▸ WHAT IS EXPECTED: Scan the data below and state the number of lines that include the word "dead", adding no comment.

Collected data
--------------------------------
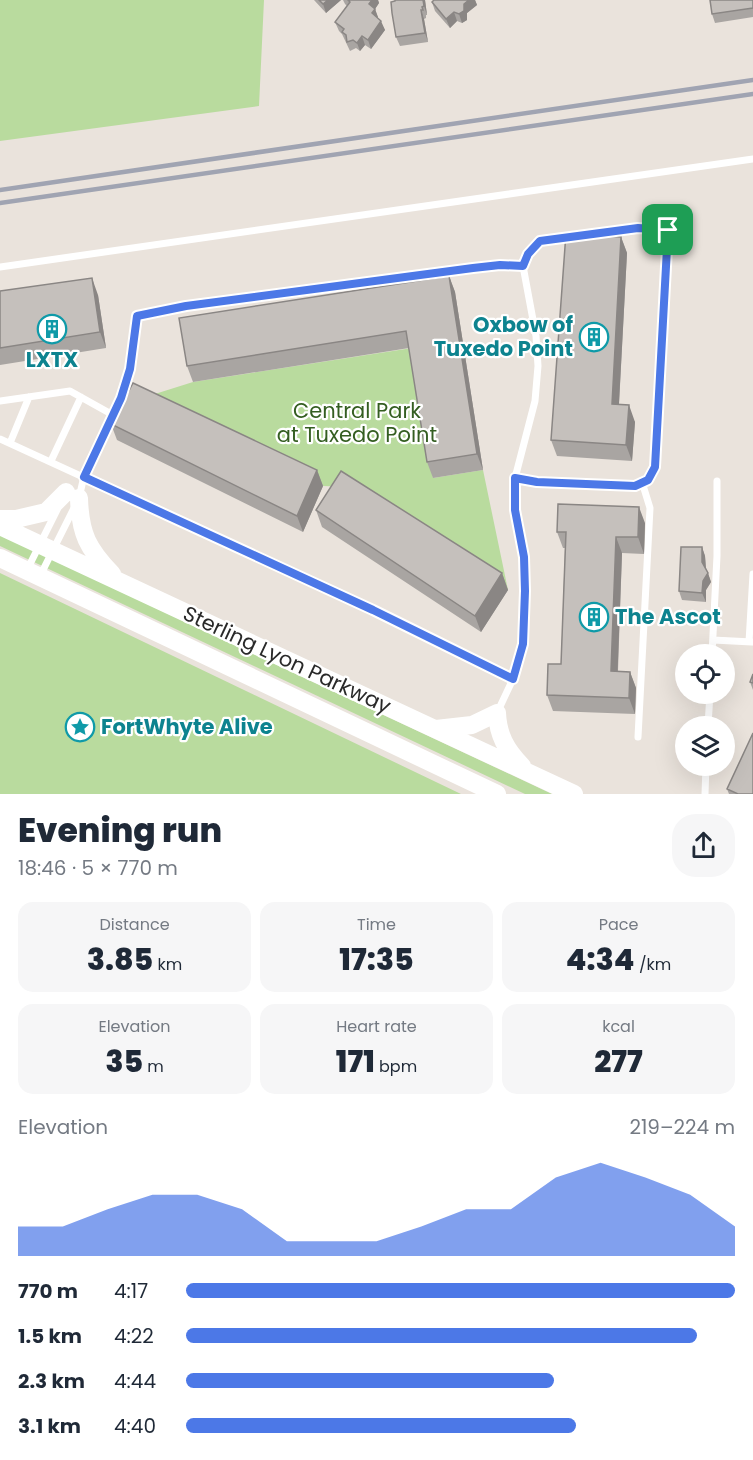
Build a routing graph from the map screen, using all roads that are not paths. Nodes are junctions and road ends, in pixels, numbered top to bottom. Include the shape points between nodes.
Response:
1 (753, 159) edge
2 (523, 266) junction
3 (0, 267) edge
4 (29, 397) junction
5 (81, 397) junction
6 (0, 401) edge
7 (113, 415) junction
8 (0, 439) edge
9 (10, 443) junction
10 (51, 461) junction
11 (84, 477) junction
12 (515, 478) junction
13 (717, 481) dead end
14 (642, 482) junction
15 (72, 495) junction
16 (0, 519) edge
17 (0, 526) edge
18 (46, 548) junction
19 (0, 558) edge
20 (33, 574) junction
21 (753, 574) edge
22 (120, 582) junction
23 (713, 640) junction
24 (751, 642) edge
25 (713, 644) edge
26 (513, 679) junction
27 (497, 713) junction
28 (434, 729) junction
29 (638, 737) dead end
30 (530, 773) junction
31 (706, 776) edge
32 (497, 794) edge
33 (574, 794) edge
34 (705, 794) edge

1 - 3 lane
2 - 7 lane via 473,268 137,316 130,369
2 - 12 lane via 538,366 535,401
2 - 14 lane via 540,241 638,228 668,230 655,467 648,480
4 - 5 lane via 70,390
4 - 6 lane
4 - 9 lane
5 - 7 lane
5 - 10 lane
7 - 11 lane
8 - 9 lane
9 - 10 lane
10 - 11 lane
11 - 15 lane
11 - 15 lane
11 - 26 lane
12 - 14 lane via 635,486
12 - 26 lane via 525,591 523,644
13 - 23 lane
14 - 29 lane via 650,508
15 - 16 main road via 46,512
15 - 18 lane
15 - 18 lane
15 - 22 main road via 85,539 94,555
17 - 18 main road, Sterling Lyon Parkway
18 - 20 lane
18 - 20 lane
18 - 22 main road, Sterling Lyon Parkway
19 - 20 main road, Sterling Lyon Parkway
20 - 32 main road, Sterling Lyon Parkway
21 - 24 lane
22 - 28 main road, Sterling Lyon Parkway
23 - 24 lane
23 - 25 lane
26 - 27 lane
27 - 28 main road via 472,725
27 - 30 main road via 503,743
28 - 30 main road, Sterling Lyon Parkway
30 - 33 main road, Sterling Lyon Parkway
31 - 34 lane

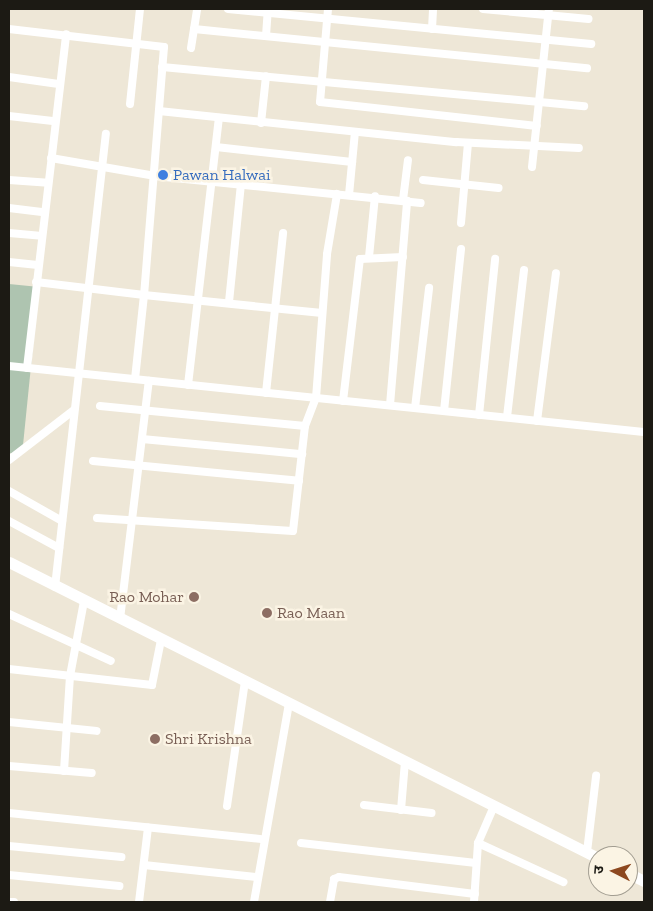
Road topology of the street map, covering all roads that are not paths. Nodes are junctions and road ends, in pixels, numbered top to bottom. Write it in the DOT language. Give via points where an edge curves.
graph roads {
  1 [pos="140,9"];
  2 [pos="197,9"];
  3 [pos="228,9"];
  4 [pos="328,9"];
  5 [pos="432,9"];
  6 [pos="484,9"];
  7 [pos="268,10"];
  8 [pos="549,12"];
  9 [pos="589,19"];
  10 [pos="327,20"];
  11 [pos="9,29"];
  12 [pos="194,29"];
  13 [pos="432,29"];
  14 [pos="66,34"];
  15 [pos="266,36"];
  16 [pos="545,39"];
  17 [pos="323,41"];
  18 [pos="136,42"];
  19 [pos="590,44"];
  20 [pos="191,48"];
  21 [pos="542,64"];
  22 [pos="162,67"];
  23 [pos="587,68"];
  24 [pos="266,76"];
  25 [pos="9,77"];
  26 [pos="320,80"];
  27 [pos="59,84"];
  28 [pos="539,102"];
  29 [pos="130,104"];
  30 [pos="584,106"];
  31 [pos="158,111"];
  32 [pos="9,116"];
  33 [pos="219,118"];
  34 [pos="53,121"];
  35 [pos="261,123"];
  36 [pos="537,126"];
  37 [pos="355,132"];
  38 [pos="106,134"];
  39 [pos="468,143"];
  40 [pos="535,146"];
  41 [pos="216,147"];
  42 [pos="579,148"];
  43 [pos="51,158"];
  44 [pos="408,160"];
  45 [pos="352,162"];
  46 [pos="102,166"];
  47 [pos="532,167"];
  48 [pos="154,176"];
  49 [pos="9,180"];
  50 [pos="423,180"];
  51 [pos="211,182"];
  52 [pos="48,183"];
  53 [pos="240,184"];
  54 [pos="466,184"];
  55 [pos="499,188"];
  56 [pos="338,194"];
  57 [pos="349,195"];
  58 [pos="376,196"];
  59 [pos="405,201"];
  60 [pos="421,203"];
  61 [pos="9,208"];
  62 [pos="44,212"];
  63 [pos="461,223"];
  64 [pos="9,233"];
  65 [pos="283,233"];
  66 [pos="42,236"];
  67 [pos="461,249"];
  68 [pos="369,257"];
  69 [pos="403,257"];
  70 [pos="495,258"];
  71 [pos="9,262"];
  72 [pos="38,265"];
  73 [pos="524,270"];
  74 [pos="556,273"];
  75 [pos="36,282"];
  76 [pos="88,287"];
  77 [pos="429,288"];
  78 [pos="144,295"];
  79 [pos="198,299"];
  80 [pos="229,302"];
  81 [pos="276,307"];
  82 [pos="322,313"];
  83 [pos="9,366"];
  84 [pos="27,368"];
  85 [pos="78,373"];
  86 [pos="135,379"];
  87 [pos="149,380"];
  88 [pos="188,385"];
  89 [pos="266,393"];
  90 [pos="316,398"];
  91 [pos="343,401"];
  92 [pos="100,406"];
  93 [pos="390,406"];
  94 [pos="415,408"];
  95 [pos="74,410"];
  96 [pos="145,410"];
  97 [pos="444,411"];
  98 [pos="479,415"];
  99 [pos="507,418"];
  100 [pos="537,420"];
  101 [pos="305,426"];
  102 [pos="644,432"];
  103 [pos="142,439"];
  104 [pos="302,454"];
  105 [pos="9,460"];
  106 [pos="93,461"];
  107 [pos="138,466"];
  108 [pos="299,481"];
  109 [pos="9,491"];
  110 [pos="97,518"];
  111 [pos="9,521"];
  112 [pos="62,521"];
  113 [pos="132,522"];
  114 [pos="60,548"];
  115 [pos="9,562"];
  116 [pos="55,587"];
  117 [pos="84,601"];
  118 [pos="9,614"];
  119 [pos="120,619"];
  120 [pos="161,640"];
  121 [pos="75,644"];
  122 [pos="111,661"];
  123 [pos="9,669"];
  124 [pos="70,676"];
  125 [pos="245,681"];
  126 [pos="289,704"];
  127 [pos="9,722"];
  128 [pos="67,728"];
  129 [pos="96,731"];
  130 [pos="405,761"];
  131 [pos="9,766"];
  132 [pos="64,771"];
  133 [pos="92,773"];
  134 [pos="596,776"];
  135 [pos="364,805"];
  136 [pos="227,806"];
  137 [pos="494,806"];
  138 [pos="401,810"];
  139 [pos="432,813"];
  140 [pos="9,814"];
  141 [pos="148,828"];
  142 [pos="262,840"];
  143 [pos="301,843"];
  144 [pos="478,843"];
  145 [pos="9,846"];
  146 [pos="587,852"];
  147 [pos="121,857"];
  148 [pos="476,863"];
  149 [pos="144,866"];
  150 [pos="9,875"];
  151 [pos="257,877"];
  152 [pos="563,882"];
  153 [pos="119,886"];
  154 [pos="475,894"];
  155 [pos="9,902"];
  156 [pos="14,902"];
  157 [pos="139,902"];
  158 [pos="254,902"];
  159 [pos="330,902"];
  160 [pos="474,902"];
  1 -- 18 [label="street"];
  2 -- 12 [label="street"];
  3 -- 7 [label="street"];
  4 -- 10 [label="street"];
  5 -- 13 [label="street"];
  6 -- 8 [label="street"];
  7 -- 10 [label="street"];
  7 -- 15 [label="street"];
  8 -- 9 [label="street"];
  8 -- 16 [label="street"];
  10 -- 13 [label="street"];
  10 -- 17 [label="street"];
  11 -- 14 [label="street"];
  12 -- 15 [label="street"];
  12 -- 20 [label="street"];
  13 -- 16 [label="street"];
  14 -- 18 [label="street"];
  14 -- 27 [label="street"];
  15 -- 17 [label="street"];
  16 -- 19 [label="street"];
  16 -- 21 [label="street"];
  17 -- 21 [label="street"];
  17 -- 26 [label="street"];
  18 -- 22 [label="street" via="164,47"];
  18 -- 29 [label="street"];
  21 -- 23 [label="street"];
  21 -- 28 [label="street"];
  22 -- 24 [label="street"];
  22 -- 31 [label="street"];
  24 -- 26 [label="street"];
  24 -- 35 [label="street"];
  25 -- 27 [label="street"];
  26 -- 28 [label="street"];
  26 -- 36 [label="street" via="321,103"];
  27 -- 34 [label="street"];
  28 -- 30 [label="street"];
  28 -- 36 [label="street"];
  31 -- 33 [label="street"];
  31 -- 48 [label="street"];
  32 -- 34 [label="street"];
  33 -- 35 [label="street"];
  33 -- 41 [label="street"];
  34 -- 43 [label="street"];
  35 -- 37 [label="street"];
  36 -- 40 [label="street"];
  37 -- 39 [label="street"];
  37 -- 45 [label="street"];
  38 -- 46 [label="street"];
  39 -- 40 [label="street"];
  39 -- 54 [label="street"];
  40 -- 42 [label="street"];
  40 -- 47 [label="street"];
  41 -- 45 [label="street"];
  41 -- 51 [label="street"];
  43 -- 46 [label="street"];
  43 -- 52 [label="street"];
  44 -- 59 [label="street"];
  45 -- 57 [label="street"];
  46 -- 48 [label="street"];
  46 -- 76 [label="street"];
  48 -- 51 [label="street"];
  48 -- 78 [label="street"];
  49 -- 52 [label="street"];
  50 -- 54 [label="street"];
  51 -- 53 [label="street"];
  51 -- 79 [label="street"];
  52 -- 62 [label="street"];
  53 -- 56 [label="street"];
  53 -- 80 [label="street"];
  54 -- 55 [label="street"];
  54 -- 63 [label="street"];
  56 -- 57 [label="street"];
  56 -- 82 [label="street"];
  57 -- 58 [label="street"];
  58 -- 59 [label="street"];
  58 -- 68 [label="street"];
  59 -- 60 [label="street"];
  59 -- 69 [label="street"];
  61 -- 62 [label="street"];
  62 -- 66 [label="street"];
  64 -- 66 [label="street"];
  65 -- 81 [label="street"];
  66 -- 72 [label="street"];
  67 -- 97 [label="street"];
  68 -- 69 [label="street"];
  68 -- 91 [label="street" via="359,262"];
  69 -- 93 [label="street"];
  70 -- 98 [label="street"];
  71 -- 72 [label="street"];
  72 -- 75 [label="street"];
  73 -- 99 [label="street"];
  74 -- 100 [label="street"];
  75 -- 76 [label="street"];
  75 -- 84 [label="street"];
  76 -- 78 [label="street"];
  76 -- 85 [label="street"];
  77 -- 94 [label="street"];
  78 -- 79 [label="street"];
  78 -- 86 [label="street"];
  79 -- 80 [label="street"];
  79 -- 88 [label="street"];
  80 -- 81 [label="street"];
  81 -- 82 [label="street"];
  81 -- 89 [label="street"];
  82 -- 90 [label="street"];
  83 -- 84 [label="street"];
  84 -- 85 [label="street"];
  85 -- 86 [label="street"];
  85 -- 95 [label="street"];
  86 -- 87 [label="street"];
  87 -- 88 [label="street"];
  87 -- 96 [label="street"];
  88 -- 89 [label="street"];
  89 -- 90 [label="street"];
  90 -- 91 [label="street"];
  90 -- 101 [label="street"];
  91 -- 93 [label="street"];
  92 -- 96 [label="street"];
  93 -- 94 [label="street"];
  94 -- 97 [label="street"];
  95 -- 105 [label="street"];
  95 -- 112 [label="street"];
  96 -- 101 [label="street"];
  96 -- 103 [label="street"];
  97 -- 98 [label="street"];
  98 -- 99 [label="street"];
  99 -- 100 [label="street"];
  100 -- 102 [label="street"];
  101 -- 104 [label="street"];
  103 -- 104 [label="street"];
  103 -- 107 [label="street"];
  104 -- 108 [label="street"];
  106 -- 107 [label="street"];
  107 -- 108 [label="street"];
  107 -- 113 [label="street"];
  108 -- 113 [label="street" via="293,531"];
  109 -- 112 [label="street"];
  110 -- 113 [label="street"];
  111 -- 114 [label="street"];
  112 -- 114 [label="street"];
  113 -- 119 [label="street"];
  114 -- 116 [label="street"];
  115 -- 116 [label="street"];
  116 -- 117 [label="street"];
  117 -- 119 [label="street"];
  117 -- 121 [label="street"];
  118 -- 121 [label="street"];
  119 -- 120 [label="street"];
  120 -- 124 [label="street" via="152,685"];
  120 -- 125 [label="street"];
  121 -- 122 [label="street"];
  121 -- 124 [label="street"];
  123 -- 124 [label="street"];
  124 -- 128 [label="street"];
  125 -- 126 [label="street"];
  125 -- 136 [label="street"];
  126 -- 130 [label="street"];
  126 -- 142 [label="street" via="268,829"];
  127 -- 128 [label="street"];
  128 -- 129 [label="street"];
  128 -- 132 [label="street"];
  130 -- 137 [label="street"];
  130 -- 138 [label="street"];
  131 -- 132 [label="street"];
  132 -- 133 [label="street"];
  134 -- 146 [label="street"];
  135 -- 138 [label="street"];
  137 -- 144 [label="street"];
  137 -- 146 [label="street"];
  138 -- 139 [label="street"];
  140 -- 141 [label="street"];
  141 -- 142 [label="street"];
  141 -- 149 [label="street"];
  142 -- 151 [label="street"];
  143 -- 148 [label="street"];
  144 -- 148 [label="street"];
  144 -- 152 [label="street"];
  145 -- 147 [label="street"];
  148 -- 154 [label="street"];
  149 -- 151 [label="street"];
  149 -- 157 [label="street"];
  150 -- 153 [label="street"];
  151 -- 158 [label="street"];
  154 -- 159 [label="street" via="339,877 334,879"];
  154 -- 160 [label="street"];
  155 -- 156 [label="street"];
}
--------------------------------
▸ THE COMPLETED TASK: 2